Latest Challenge for the Courts to Legal Aid Cuts

This in yesterday courtesy of Georgio (Yr12): Judges have overturned Government plans to deny legal aid to people who have not lived in the UK continuously for at least 12 months(Michael Gove’s  addition to the Legal Aid, Sentencing and Punishment of Offenders Act 2012).

The Supreme Court announced it is to allow an appeal by campaigners against proposals for a so-called residence test, which they argued restricted access to justice for foreign-born individuals in civil cases.

The ruling was a victory for legal charity and pressure group Public Law Project (PLP).

A panel of seven Supreme Court justices agreed and ruled that if implemented the move would constitute an act ultra vires (beyond legal authority).

Check it out; this is timely and very useful for all Yr12s (and re-sitters):

Unit 2 Judges & Civil Liberties – The spec states

  • Role of judiciary – role & significance of judiciary in promoting rule-based governance.
  • Power & influence of judges. Knowledge & understanding of relationship between judiciary & other branches of govt.
  • The extent to which judges can check the power of the executive & Legislature.
  • Civil liberties/individual rights. Impact of courts upon civil liberties & individual rights

… so think about how this example is useful on all these fronts.

Similarly, Unit 1 Pressure Groups

  • PLP’s role in this is a great example for the effectiveness of PGs and example of using the courts in order to gain influence.

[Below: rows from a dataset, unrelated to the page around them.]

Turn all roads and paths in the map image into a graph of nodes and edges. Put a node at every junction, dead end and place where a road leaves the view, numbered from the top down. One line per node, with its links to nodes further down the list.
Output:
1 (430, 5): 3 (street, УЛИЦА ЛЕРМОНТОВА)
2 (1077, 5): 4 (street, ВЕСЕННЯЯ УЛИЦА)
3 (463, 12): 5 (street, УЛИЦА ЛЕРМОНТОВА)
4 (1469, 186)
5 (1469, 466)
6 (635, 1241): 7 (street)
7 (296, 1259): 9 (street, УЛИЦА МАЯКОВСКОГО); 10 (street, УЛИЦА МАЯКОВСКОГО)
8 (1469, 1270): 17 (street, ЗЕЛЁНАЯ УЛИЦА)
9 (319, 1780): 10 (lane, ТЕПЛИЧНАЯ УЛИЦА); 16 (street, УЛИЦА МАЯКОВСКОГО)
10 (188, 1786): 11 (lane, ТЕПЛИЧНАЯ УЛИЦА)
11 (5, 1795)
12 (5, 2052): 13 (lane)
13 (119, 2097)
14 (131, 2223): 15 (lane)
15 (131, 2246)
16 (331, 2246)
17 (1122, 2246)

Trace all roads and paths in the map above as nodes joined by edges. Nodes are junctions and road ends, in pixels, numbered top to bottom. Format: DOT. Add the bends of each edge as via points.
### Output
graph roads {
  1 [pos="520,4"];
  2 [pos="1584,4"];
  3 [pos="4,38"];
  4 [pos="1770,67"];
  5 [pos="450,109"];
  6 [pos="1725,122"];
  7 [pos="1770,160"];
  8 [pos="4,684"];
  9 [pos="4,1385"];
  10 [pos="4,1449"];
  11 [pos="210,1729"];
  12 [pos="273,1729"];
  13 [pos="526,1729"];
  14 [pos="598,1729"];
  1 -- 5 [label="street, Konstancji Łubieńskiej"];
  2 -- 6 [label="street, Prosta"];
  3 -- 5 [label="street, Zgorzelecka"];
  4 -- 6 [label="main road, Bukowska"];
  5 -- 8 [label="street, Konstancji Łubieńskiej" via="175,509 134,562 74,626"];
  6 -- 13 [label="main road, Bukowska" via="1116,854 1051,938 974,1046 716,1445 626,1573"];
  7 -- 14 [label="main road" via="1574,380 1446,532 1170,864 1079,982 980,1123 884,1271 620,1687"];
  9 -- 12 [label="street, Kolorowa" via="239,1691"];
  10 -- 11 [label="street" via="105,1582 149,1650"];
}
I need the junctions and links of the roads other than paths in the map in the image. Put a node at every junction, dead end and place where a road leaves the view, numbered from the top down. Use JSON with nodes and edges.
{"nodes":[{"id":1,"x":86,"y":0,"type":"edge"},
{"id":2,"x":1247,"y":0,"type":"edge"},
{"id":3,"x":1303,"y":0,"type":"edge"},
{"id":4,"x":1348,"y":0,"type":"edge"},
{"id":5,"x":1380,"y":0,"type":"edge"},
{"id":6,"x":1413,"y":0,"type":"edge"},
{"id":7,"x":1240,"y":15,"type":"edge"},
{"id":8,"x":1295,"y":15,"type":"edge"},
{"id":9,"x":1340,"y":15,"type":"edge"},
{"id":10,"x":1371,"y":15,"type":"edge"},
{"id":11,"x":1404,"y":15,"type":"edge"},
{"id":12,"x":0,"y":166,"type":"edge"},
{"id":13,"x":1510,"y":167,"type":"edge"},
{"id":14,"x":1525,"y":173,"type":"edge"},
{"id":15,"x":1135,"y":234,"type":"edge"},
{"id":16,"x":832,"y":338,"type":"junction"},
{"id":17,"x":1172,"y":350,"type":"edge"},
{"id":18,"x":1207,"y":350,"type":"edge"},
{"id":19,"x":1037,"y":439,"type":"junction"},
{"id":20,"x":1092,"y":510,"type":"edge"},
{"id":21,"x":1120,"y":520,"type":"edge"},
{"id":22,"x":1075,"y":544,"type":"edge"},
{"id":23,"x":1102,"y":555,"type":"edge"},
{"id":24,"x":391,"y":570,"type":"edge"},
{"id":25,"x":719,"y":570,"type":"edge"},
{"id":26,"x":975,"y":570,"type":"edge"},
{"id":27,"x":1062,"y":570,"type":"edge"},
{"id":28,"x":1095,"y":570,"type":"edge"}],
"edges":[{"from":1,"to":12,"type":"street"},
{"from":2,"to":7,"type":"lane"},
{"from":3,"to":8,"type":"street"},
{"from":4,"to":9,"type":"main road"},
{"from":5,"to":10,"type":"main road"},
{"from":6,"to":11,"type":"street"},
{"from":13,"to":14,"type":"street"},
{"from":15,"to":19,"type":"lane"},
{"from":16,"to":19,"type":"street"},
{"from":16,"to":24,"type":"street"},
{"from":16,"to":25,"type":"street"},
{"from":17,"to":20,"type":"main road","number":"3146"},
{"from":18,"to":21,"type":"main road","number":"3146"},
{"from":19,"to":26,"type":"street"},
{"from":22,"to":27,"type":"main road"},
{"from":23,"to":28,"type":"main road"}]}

Or Unit 1 Political Parties

  • The piece doesn’t mention this, but this issue of Legal Aid cuts divided the coalition (due to the Lib Dems opposition) and is now condemned by the SNP and Labour party.
  • Additionally it is a good example of divisions within the Tory party (factions questions), given moderate Conservatives are uncomfortable with the erosion of civil liberties that legal Aid cuts produce.